Commodities join global rout
MUMBAI: The fall in China’s stock markets led to a sharp sell-off in global commodities on Wednesday as Beijing is the largest consumer of copper, aluminum and most ferrous metals.
Prices of most commodities fell and gold plunged to its lowest since March, as investors scurried to the safer haven of the US dollar, selling their positions in equities and metals alike. The yellow metal fell by over ` 320 to close at ` 26,170 in Mumbai.
The rupee, though, was comparatively better placed at 63.60, 0.2% lower than previous close.

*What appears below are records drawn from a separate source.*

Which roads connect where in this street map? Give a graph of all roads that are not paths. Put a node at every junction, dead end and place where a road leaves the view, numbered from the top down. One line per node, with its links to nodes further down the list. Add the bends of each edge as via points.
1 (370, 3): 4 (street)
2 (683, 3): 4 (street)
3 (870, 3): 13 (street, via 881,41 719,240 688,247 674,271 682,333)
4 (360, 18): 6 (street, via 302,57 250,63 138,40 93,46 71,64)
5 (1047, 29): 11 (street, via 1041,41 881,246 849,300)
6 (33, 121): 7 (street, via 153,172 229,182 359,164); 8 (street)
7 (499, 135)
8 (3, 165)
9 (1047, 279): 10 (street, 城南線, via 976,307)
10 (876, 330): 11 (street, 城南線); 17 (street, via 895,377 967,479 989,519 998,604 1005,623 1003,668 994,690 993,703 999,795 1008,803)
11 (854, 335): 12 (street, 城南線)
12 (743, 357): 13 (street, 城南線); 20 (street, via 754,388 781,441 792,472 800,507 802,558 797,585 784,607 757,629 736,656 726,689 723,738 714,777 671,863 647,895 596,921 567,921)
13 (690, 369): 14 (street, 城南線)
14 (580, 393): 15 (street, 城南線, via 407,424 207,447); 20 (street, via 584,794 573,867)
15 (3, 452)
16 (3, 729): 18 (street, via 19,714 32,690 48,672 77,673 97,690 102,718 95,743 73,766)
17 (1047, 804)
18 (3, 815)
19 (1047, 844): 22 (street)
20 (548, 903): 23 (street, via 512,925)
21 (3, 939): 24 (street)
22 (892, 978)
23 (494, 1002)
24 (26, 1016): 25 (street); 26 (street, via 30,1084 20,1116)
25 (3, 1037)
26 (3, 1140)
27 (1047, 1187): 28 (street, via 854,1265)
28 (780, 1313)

“Much of the fall in the commodities is linked to the fall in China’s overall securities,” said Vaibhav Agarwal, research head at Angel Broking. “The fall in equities has also shifted priorities for investors, which has had an impact on commodities,” he added, indicating the outflow of funds from assets classes such as commodities and gold into safer destinations like the US dollar.
Prices of aluminum, the white metal used in cars and aircraft, fell 1.7% to $1,655 a tonne on the LME as China, which contributes to half of the metal’s global production, has started exporting aluminum due to a slowing economy. Similarly, prices of copper, the red metal with large applications in the power sector, lost 5% to $5,289 a tonne. China accounts for about 40% of the world’s consumption of copper.
According to UBS, one of the main reasons for the fall in equities is that regulators took strong measures to cool down the market, which spread nervousness in the market.”